[Stored data entries]
------
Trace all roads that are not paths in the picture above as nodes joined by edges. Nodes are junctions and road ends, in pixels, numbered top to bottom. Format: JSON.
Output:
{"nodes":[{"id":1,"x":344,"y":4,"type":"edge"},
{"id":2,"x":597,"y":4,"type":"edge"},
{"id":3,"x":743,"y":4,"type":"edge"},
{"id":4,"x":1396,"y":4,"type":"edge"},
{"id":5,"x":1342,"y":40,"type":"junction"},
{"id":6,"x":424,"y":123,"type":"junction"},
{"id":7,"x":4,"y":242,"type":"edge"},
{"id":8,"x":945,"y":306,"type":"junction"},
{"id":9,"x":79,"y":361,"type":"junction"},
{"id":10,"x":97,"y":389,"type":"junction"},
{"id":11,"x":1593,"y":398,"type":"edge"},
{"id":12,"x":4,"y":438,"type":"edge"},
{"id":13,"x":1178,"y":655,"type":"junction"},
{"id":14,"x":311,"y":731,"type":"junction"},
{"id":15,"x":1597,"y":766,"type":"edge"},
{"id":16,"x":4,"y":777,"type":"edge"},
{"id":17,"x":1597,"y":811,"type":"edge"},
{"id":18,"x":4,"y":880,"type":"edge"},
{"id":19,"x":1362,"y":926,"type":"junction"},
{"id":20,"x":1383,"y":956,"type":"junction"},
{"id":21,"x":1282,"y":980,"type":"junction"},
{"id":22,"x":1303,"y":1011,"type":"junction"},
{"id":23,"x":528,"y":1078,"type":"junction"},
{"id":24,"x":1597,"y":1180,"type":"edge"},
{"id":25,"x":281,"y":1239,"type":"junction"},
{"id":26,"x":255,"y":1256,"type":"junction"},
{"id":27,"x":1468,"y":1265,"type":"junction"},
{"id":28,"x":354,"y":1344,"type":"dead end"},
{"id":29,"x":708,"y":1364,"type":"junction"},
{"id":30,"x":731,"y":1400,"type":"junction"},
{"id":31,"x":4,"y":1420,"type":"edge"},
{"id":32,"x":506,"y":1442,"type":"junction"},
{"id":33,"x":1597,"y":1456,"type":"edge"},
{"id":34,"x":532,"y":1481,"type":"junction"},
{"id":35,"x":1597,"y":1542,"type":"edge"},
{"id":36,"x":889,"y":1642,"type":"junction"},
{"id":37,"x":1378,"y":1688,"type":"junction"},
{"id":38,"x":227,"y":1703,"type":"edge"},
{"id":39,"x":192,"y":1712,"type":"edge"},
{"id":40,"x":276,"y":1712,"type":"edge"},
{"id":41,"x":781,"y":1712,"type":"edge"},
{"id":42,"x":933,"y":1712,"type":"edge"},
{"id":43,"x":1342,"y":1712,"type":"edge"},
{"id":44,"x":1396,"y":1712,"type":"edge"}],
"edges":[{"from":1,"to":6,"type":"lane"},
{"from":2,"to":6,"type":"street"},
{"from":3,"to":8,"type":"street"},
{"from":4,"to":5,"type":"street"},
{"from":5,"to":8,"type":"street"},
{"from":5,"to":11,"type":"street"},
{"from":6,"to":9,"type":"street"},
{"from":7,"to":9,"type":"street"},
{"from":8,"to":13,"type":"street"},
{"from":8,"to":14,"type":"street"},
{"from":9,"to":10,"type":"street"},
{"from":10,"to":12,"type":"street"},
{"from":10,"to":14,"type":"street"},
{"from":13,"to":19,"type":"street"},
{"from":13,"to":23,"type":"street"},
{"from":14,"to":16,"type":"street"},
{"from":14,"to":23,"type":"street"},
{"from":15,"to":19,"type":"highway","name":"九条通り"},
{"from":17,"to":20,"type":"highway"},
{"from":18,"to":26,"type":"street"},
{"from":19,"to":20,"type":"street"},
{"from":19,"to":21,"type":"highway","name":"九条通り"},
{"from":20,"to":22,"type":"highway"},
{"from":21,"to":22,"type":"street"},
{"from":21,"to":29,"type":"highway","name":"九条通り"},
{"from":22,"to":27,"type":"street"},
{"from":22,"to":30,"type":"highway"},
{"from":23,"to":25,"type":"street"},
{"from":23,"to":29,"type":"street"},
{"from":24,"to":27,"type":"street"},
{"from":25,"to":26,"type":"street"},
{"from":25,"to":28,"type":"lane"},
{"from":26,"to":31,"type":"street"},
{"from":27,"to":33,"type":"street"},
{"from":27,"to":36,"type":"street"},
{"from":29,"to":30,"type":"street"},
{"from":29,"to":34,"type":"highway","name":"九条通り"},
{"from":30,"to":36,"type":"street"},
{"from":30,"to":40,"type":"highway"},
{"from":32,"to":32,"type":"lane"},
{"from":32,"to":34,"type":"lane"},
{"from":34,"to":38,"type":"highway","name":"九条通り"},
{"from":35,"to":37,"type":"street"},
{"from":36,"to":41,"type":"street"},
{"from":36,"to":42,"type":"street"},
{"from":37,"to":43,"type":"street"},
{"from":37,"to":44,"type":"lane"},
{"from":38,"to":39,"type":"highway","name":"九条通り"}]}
------
=== Action item ===
Line count for "name": give the number of lines in the data above that include it, and nothing else.

=== Problem solution ===
6